Scan metadata is logged for 180 days for abuse prevention and legal compliance under German law. The log includes the IP address, scan type, ports found open or filtered, and a timestamp. Detailed scan results are kept for 24 hours for operational purposes. A 7-day history of completed scans is visible from the same IP. No user accounts exist, no data goes to third parties, and the only analytics in use is a self-hosted Plausible instance collecting aggregate page views without cookies or personal data. The privacy policy has full details.
How long does a port scan take?
The fast scan takes about 20 seconds and the deep scan of all 65,535 TCP ports takes about 60 seconds, each measured from when the scan actually starts. When the queue is busy, additional waiting time can occur before the scan starts. Deep scan results appear progressively as each segment completes rather than all at once at the end. How soon partial results appear depends on the scan type and network conditions.
What ports are included in the fast scan?
Thirty-two TCP ports covering the most commonly exposed and most frequently misconfigured services: FTP (21), SSH (22), Telnet (23), SMTP (25), DNS (53), HTTP (80), POP3 (110), MSRPC (135), NetBIOS (139), IMAP (143), HTTPS (443), SMB (445), SMTP submission (587), IMAPS (993), POP3S (995), MSSQL (1433), Docker API (2375), MySQL (3306), RDP (3389), UPnP (5000), PostgreSQL (5432), VNC (5900), Redis (6379), Kubernetes API (6443), HTTP alternate (8080), HTTPS alternate (8443), Prometheus (9090), Elasticsearch (9200), Memcached (11211), and MongoDB (27017). A full breakdown with descriptions and security notes is on the port reference page.

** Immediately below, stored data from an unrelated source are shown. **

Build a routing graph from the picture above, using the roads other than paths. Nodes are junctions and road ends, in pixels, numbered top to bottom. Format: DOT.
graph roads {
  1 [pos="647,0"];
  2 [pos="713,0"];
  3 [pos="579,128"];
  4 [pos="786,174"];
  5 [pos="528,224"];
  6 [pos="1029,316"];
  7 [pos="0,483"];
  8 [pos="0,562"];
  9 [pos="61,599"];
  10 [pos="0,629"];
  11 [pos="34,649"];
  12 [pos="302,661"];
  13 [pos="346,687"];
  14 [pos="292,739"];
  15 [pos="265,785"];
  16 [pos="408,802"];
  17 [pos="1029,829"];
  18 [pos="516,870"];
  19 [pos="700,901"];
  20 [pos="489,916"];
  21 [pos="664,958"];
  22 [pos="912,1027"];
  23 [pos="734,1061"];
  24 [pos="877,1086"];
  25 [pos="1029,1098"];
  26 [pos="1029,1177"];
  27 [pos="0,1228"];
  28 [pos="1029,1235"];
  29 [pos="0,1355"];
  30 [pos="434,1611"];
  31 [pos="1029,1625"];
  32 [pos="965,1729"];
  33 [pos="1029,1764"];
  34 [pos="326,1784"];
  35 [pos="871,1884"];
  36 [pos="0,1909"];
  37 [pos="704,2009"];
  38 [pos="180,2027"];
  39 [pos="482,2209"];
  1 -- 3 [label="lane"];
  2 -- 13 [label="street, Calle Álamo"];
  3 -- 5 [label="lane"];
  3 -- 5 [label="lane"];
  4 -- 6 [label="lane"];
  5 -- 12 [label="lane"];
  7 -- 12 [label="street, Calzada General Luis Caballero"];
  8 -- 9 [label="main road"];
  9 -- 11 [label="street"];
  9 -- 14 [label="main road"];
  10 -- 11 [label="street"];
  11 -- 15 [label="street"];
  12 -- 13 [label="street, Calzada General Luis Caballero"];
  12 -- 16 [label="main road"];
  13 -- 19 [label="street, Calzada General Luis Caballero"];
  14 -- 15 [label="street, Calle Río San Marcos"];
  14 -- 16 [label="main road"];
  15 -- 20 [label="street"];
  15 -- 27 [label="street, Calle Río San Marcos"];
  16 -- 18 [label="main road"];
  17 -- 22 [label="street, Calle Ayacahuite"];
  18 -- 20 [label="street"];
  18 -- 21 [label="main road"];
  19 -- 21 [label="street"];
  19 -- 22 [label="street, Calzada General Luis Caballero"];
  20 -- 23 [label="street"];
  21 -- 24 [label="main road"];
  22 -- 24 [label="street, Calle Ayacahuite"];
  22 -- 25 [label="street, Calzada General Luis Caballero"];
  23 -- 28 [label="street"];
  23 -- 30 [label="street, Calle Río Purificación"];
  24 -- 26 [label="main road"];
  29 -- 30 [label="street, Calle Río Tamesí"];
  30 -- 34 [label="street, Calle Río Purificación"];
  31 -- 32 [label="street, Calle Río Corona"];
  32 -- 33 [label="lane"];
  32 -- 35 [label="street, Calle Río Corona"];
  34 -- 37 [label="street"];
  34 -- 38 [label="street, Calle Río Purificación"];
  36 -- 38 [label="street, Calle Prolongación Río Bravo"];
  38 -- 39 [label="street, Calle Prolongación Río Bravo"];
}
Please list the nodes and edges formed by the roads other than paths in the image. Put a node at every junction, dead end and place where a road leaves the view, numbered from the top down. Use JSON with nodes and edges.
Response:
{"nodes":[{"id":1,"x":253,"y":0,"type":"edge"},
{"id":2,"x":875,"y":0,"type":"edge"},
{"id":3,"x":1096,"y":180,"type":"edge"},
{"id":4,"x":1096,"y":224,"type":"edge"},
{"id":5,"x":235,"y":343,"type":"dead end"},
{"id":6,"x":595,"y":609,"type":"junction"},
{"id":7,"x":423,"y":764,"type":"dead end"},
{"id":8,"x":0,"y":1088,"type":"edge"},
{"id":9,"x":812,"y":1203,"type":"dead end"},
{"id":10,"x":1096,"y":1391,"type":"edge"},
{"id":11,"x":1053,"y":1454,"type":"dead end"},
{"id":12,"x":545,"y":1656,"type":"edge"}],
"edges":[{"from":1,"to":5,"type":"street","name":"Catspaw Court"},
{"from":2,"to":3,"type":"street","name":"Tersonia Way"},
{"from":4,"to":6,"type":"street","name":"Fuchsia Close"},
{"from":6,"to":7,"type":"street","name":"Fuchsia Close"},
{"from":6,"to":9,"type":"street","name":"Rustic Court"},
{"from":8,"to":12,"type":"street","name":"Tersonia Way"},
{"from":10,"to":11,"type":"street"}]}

Why does the scan include port 25?
Port 25 is the usual port for server-to-server SMTP: other mail systems use it to deliver email to a host on the internet. The fast scan includes it so anyone running or troubleshooting mail—or checking whether an ISP blocks outbound SMTP—sees that answer in the same pass as web, SSH, and the other common ports. Some online checks skip port 25 or never complete a real probe from outside; here it is tested like the rest of the list, so the result reflects what the wider internet can reach on that address.